Well, I had to think about that one seriously while working on a problem back in 2001. It looks simple at first. You start imagining the type of intersections:
- The two lines crossing in the middle
- One end of a line touching the other one
- One end of both lines touching each other
Then you think about that one:
- The two lines completely overlapping
And that gets you to:
- The two lines partly overlapping
- And both overlapping combinations with a short and a long line...
In that completed list, you arrive at 7 types of intersections. That would be OK in a perfect world where everything is on a nice grid and points are either on or off the line.
In the real world, lines don't fall perfectly on each other. Many times, two points will be really, really, really close but not touching. That's when you start working with an allowance for imprecision. Doing that, you round up numbers for which the difference is smaller than the allowed precision. So in a 3D world, you would consider two points that are close enough together as one point. This then creates a perfect world with 7 types of intersections... or does it?
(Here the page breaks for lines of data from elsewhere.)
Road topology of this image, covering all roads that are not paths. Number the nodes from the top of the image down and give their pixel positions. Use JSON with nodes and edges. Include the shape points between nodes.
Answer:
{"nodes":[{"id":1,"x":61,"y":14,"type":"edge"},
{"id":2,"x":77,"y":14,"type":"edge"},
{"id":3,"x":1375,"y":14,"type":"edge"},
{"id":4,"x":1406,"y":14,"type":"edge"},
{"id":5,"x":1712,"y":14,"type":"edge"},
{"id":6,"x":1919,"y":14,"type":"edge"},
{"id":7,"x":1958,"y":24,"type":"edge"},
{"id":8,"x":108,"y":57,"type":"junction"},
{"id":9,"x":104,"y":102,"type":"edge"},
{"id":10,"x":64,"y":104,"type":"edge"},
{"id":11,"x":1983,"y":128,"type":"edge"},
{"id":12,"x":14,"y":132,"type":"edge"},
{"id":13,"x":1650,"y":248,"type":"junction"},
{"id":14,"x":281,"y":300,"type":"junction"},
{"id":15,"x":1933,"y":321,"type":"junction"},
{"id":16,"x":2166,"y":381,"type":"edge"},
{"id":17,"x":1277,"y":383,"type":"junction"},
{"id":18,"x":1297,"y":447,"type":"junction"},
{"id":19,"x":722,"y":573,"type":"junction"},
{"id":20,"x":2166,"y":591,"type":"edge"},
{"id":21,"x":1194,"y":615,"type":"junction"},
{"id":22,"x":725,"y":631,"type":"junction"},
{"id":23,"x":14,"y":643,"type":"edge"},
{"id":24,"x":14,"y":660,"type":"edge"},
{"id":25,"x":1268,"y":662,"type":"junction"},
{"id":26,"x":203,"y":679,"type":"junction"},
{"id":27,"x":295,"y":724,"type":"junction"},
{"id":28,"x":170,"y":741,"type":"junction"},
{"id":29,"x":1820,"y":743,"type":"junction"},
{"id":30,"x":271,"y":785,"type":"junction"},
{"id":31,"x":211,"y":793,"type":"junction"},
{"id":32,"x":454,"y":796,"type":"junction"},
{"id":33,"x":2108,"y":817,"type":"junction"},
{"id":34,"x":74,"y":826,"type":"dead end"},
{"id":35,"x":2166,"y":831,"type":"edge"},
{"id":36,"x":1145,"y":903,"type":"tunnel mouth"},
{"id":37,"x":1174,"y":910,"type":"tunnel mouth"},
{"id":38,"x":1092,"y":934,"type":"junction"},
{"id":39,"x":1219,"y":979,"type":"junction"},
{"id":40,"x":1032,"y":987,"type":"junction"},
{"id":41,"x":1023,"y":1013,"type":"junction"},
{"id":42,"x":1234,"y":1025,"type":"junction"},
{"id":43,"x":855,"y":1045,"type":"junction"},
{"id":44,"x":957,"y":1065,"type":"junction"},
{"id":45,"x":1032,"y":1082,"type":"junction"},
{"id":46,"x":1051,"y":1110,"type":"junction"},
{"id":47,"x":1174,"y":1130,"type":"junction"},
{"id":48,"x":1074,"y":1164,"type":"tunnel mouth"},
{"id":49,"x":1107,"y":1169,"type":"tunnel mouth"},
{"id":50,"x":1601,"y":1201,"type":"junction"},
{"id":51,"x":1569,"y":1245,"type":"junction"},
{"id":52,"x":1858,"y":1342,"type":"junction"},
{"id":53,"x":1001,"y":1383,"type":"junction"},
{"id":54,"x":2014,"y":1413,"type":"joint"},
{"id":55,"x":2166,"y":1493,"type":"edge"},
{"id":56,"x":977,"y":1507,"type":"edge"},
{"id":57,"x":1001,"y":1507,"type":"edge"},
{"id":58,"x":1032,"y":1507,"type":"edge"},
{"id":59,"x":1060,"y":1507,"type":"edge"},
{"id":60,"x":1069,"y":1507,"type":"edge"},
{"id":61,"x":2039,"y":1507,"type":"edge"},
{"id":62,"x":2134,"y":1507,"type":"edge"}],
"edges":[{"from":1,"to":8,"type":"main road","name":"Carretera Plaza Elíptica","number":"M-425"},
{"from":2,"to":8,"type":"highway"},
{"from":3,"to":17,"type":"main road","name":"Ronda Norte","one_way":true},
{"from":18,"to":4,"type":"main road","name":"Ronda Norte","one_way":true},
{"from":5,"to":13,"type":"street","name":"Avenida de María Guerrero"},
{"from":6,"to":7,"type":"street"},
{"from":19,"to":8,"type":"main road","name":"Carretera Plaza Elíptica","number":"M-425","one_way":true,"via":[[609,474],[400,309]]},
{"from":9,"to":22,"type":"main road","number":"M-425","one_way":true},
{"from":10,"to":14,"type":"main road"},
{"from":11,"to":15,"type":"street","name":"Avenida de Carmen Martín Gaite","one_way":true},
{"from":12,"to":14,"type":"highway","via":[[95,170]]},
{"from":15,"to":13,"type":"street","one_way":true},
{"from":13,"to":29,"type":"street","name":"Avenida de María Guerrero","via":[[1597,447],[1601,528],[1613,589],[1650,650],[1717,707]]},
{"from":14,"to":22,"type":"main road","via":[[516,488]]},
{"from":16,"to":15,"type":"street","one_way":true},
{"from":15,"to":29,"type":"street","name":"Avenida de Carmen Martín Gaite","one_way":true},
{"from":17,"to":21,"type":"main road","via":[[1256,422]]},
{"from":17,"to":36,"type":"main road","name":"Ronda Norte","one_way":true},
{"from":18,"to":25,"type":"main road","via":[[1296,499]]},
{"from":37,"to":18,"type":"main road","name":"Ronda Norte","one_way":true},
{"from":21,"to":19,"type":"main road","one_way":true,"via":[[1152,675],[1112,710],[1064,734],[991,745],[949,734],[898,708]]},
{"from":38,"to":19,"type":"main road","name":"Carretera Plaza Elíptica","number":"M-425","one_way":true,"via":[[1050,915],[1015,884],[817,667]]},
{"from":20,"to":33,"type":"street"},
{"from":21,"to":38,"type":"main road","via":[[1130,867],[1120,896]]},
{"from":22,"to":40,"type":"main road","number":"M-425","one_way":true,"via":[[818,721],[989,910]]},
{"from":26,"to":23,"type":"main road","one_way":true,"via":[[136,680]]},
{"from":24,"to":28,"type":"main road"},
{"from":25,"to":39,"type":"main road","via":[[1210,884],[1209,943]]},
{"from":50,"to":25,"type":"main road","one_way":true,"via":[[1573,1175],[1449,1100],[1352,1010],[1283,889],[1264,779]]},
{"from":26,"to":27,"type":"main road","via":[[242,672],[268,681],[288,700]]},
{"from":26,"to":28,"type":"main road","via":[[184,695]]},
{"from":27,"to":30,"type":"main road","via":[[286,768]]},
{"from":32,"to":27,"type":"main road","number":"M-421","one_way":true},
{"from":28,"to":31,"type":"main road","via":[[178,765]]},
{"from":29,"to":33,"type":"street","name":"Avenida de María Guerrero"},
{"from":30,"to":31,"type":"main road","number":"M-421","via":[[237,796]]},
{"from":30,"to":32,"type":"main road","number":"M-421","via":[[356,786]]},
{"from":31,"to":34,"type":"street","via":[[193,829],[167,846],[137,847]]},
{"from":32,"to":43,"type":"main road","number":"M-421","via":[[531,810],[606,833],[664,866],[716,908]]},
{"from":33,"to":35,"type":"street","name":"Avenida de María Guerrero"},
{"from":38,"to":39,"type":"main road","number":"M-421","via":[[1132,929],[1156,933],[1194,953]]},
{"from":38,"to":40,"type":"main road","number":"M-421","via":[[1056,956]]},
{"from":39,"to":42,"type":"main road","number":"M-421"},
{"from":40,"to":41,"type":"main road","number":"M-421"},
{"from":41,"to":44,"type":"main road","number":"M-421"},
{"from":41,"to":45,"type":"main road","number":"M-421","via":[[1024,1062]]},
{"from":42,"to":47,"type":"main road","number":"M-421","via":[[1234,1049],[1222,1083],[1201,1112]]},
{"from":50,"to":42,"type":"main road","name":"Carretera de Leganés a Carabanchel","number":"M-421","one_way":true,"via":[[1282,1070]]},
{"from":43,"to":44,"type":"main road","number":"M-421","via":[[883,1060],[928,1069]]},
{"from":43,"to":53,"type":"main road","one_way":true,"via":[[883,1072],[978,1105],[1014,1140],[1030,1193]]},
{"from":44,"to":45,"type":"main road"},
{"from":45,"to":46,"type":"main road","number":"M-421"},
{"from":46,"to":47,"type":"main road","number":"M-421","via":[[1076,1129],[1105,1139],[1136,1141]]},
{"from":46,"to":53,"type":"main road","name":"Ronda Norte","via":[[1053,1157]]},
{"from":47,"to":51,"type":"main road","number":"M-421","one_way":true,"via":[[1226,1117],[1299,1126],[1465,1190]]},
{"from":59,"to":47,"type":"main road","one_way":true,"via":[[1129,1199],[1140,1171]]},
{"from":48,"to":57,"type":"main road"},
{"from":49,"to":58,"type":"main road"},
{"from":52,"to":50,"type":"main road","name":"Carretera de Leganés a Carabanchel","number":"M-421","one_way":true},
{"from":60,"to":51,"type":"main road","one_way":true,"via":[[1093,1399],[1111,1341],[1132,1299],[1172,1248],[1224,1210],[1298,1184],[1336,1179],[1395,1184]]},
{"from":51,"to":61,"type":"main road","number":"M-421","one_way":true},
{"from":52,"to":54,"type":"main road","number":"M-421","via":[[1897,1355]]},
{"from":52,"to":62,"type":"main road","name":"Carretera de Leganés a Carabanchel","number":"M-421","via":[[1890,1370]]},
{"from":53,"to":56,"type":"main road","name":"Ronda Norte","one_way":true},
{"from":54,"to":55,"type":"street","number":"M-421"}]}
Not really, if you're picky like me. Because, with this approach, the data changes with each correction created by the precision rounding. So I asked myself: what would happened if I didn't move the rounded points? What kind of intersection types would that create? After a lot of work, I finished a new list of intersection types. Starting with the original 7 types of intersections, I identified variations for almost each of them. And because of the imprecision allowance, I also found a whole set of sub-cases with each of them acting as a multiplication factor on the base types. This brought the grand total to 129 types of intersections.